Headwords/Grouping difficulties

361 views
Skip to first unread message

ruyang li

unread,
Feb 11, 2022, 3:23:43 AM2/11/22
to AntConc-Discussion
Hi Dr. Anthony,

Thank you so much for keeping updating AntConc. It's very useful. I like it!!

I am a college student in Shanghai who is now self-learning the corpus relevant studies. When using AntConc, I had difficulties in dealing with the corpora, especially about the headwords/grouping list stuff. I would be very appreciated and thankful if you could take a look at my operating steps.

The difficulties I met is:I cannot combine the lexeme and its variants into a word. For instance, in my word list, words like"have, had, has" are separated.  In the previous versions, we could load lemma list to make it However, there are some changes in version 4.0 and I failed. 

Materials: four corpora txt files. The content are collected from Corporate Social Responsibility reports in English.

My steps are:
1. form my four corpora txt files into one txt file, and then I use TagAnt, choosing "Word+pos+lemma" as Display information, then I got a tagged txt file;
WechatIMG14.jpeg
2. open AntConc 4.0.3, open Corpus Manager,  click raw files in Target Corpus;
3. In Corpus files, I added the four corpora txt files, Indexer I chose "simple_word_pos_headword_indexer", Encoding UTF-8
4. In Headword/Grouping List, I added the tagged file
WechatIMG17.jpeg
5. Create the corpus

Then, I went to the "Word", and clicked start, I found that words like "are, was, were" were still separated in the word list. 

WechatIMG19.jpeg

So, I think there might be some error mistakes in my process. Could you pls help me find it? Thanks again!!!

Warm Regards,
Ruyang

Laurence Anthony

unread,
Feb 11, 2022, 4:09:17 AM2/11/22
to ant...@googlegroups.com
Hi Ruyang,

All your steps seem fine. The only thing you need to do now is to choose the "Headwords" option in the Word tool list preferences to group the words by the headword. In the settings you'll also see an option to also show the headword column, which is useful for regular word lists.

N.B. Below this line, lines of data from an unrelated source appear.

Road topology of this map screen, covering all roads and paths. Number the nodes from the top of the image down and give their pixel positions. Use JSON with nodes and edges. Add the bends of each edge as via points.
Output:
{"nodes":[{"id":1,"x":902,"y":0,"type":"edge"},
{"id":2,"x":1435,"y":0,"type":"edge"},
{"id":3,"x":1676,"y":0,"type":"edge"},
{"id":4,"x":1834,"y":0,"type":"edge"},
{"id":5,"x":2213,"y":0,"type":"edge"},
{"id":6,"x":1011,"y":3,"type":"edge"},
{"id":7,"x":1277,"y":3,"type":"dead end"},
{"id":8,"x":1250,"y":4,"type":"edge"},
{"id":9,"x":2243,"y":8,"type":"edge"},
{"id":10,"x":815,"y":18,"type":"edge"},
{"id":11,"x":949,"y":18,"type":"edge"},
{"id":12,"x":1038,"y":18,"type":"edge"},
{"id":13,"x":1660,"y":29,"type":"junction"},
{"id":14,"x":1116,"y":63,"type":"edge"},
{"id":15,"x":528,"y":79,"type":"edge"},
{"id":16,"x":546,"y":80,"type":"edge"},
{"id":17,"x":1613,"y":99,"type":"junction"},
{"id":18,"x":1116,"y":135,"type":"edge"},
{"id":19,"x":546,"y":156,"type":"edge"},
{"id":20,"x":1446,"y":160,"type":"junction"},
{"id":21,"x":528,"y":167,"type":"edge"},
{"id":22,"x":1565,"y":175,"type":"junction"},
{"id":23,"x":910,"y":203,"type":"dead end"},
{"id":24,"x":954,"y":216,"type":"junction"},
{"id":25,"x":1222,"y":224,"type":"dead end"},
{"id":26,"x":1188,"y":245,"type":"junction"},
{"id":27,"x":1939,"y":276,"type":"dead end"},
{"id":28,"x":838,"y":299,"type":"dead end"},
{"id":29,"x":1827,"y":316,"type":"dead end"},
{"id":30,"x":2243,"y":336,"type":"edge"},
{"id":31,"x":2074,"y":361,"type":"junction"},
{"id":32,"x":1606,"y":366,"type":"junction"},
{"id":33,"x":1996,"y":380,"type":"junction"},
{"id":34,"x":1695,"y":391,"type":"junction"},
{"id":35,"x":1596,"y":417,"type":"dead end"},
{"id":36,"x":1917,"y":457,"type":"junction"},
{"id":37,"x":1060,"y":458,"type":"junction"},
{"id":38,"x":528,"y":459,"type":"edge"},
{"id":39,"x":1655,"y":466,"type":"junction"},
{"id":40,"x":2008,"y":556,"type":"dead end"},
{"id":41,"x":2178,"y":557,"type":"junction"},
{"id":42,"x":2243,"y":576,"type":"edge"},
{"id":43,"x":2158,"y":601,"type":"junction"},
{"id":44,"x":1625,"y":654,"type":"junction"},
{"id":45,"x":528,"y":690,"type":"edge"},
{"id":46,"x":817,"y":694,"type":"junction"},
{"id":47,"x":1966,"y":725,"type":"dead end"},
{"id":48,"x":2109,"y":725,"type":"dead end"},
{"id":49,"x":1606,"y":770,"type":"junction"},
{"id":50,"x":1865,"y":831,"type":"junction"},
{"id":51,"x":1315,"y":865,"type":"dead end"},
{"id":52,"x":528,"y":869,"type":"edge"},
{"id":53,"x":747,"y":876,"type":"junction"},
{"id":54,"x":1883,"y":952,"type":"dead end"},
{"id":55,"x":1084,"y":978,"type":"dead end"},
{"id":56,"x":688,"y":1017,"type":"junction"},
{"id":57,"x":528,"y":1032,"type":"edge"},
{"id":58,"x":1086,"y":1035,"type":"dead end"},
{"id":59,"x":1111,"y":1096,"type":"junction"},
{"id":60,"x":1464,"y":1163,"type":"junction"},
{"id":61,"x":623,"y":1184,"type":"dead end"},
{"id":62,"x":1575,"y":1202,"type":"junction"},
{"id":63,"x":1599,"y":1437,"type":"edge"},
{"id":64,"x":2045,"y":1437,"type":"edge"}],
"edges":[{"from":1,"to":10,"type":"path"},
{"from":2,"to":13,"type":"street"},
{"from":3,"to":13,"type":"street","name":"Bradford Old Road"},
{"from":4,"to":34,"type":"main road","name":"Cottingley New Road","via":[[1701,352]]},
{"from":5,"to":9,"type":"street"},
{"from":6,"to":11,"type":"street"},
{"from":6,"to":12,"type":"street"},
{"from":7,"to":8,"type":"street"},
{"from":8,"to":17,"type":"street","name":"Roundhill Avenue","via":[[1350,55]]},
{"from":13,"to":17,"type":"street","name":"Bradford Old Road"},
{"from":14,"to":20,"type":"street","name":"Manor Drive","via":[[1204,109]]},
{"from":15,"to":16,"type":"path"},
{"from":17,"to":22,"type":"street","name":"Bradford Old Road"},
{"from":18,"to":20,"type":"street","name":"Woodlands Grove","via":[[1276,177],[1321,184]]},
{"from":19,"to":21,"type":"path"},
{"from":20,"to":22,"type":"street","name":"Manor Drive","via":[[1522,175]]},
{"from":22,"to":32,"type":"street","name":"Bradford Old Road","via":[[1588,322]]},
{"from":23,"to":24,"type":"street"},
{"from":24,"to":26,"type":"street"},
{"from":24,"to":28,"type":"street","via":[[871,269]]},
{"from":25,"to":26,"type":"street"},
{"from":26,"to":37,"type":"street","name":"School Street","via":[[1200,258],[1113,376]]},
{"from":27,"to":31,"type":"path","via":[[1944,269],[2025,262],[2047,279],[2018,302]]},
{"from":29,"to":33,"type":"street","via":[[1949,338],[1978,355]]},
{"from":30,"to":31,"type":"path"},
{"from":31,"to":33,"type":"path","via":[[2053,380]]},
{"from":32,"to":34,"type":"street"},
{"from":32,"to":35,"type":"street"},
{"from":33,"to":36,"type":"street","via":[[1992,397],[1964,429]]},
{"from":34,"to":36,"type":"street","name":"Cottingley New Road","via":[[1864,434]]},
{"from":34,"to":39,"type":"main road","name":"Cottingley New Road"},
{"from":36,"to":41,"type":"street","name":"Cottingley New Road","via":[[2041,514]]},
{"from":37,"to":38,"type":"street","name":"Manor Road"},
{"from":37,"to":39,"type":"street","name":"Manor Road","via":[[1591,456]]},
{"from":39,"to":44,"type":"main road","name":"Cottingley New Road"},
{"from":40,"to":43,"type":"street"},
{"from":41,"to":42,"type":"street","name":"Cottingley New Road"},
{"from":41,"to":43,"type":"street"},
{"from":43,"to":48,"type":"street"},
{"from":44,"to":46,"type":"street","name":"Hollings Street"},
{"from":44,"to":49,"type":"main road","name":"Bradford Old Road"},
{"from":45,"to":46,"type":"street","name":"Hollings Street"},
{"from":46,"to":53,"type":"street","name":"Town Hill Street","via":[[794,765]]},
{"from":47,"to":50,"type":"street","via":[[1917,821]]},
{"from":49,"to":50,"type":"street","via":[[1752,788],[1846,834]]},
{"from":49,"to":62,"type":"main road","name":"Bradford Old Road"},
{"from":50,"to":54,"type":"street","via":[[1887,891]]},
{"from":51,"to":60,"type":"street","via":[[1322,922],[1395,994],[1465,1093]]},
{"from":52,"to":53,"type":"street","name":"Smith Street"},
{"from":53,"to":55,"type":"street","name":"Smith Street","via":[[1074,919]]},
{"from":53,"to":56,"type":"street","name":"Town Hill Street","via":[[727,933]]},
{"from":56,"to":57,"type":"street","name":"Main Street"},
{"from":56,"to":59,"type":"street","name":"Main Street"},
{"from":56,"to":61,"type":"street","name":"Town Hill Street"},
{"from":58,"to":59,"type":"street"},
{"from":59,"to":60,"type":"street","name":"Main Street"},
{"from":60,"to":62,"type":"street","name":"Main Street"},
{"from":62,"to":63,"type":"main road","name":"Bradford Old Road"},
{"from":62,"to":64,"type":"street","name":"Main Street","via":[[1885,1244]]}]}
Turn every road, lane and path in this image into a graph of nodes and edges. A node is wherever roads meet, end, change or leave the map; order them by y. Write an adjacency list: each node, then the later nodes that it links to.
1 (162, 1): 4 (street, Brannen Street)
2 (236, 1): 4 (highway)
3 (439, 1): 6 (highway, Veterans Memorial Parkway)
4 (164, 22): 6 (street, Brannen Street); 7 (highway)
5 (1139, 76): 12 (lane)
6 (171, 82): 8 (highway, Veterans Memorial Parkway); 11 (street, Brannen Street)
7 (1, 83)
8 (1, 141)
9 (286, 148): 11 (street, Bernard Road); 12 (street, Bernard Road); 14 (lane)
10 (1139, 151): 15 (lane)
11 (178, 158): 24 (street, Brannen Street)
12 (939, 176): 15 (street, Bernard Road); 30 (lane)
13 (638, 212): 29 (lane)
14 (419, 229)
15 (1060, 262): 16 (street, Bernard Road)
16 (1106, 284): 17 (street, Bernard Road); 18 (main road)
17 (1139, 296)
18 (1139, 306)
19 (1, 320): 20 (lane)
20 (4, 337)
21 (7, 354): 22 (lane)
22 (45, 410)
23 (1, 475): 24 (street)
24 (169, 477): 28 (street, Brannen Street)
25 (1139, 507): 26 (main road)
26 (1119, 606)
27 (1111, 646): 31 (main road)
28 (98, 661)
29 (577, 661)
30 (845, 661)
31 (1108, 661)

Let me know if that addresses the problem you have.

Laurence.

###############################################################
Laurence ANTHONY, Ph.D.
Professor of Applied Linguistics
Faculty of Science and Engineering
Waseda University
3-4-1 Okubo, Shinjuku-ku, Tokyo 169-8555, Japan
E-mail: antho...@gmail.com
WWW: http://www.laurenceanthony.net/
###############################################################


--
You received this message because you are subscribed to the Google Groups "AntConc-Discussion" group.
To unsubscribe from this group and stop receiving emails from it, send an email to antconc+u...@googlegroups.com.
To view this discussion on the web visit https://groups.google.com/d/msgid/antconc/0957278a-d442-4a75-8f6b-4e0b3f538b91n%40googlegroups.com.

ruyang li

unread,
Feb 11, 2022, 6:02:01 AM2/11/22
to AntConc-Discussion
Many thanks!! I think the problem is partly solved!!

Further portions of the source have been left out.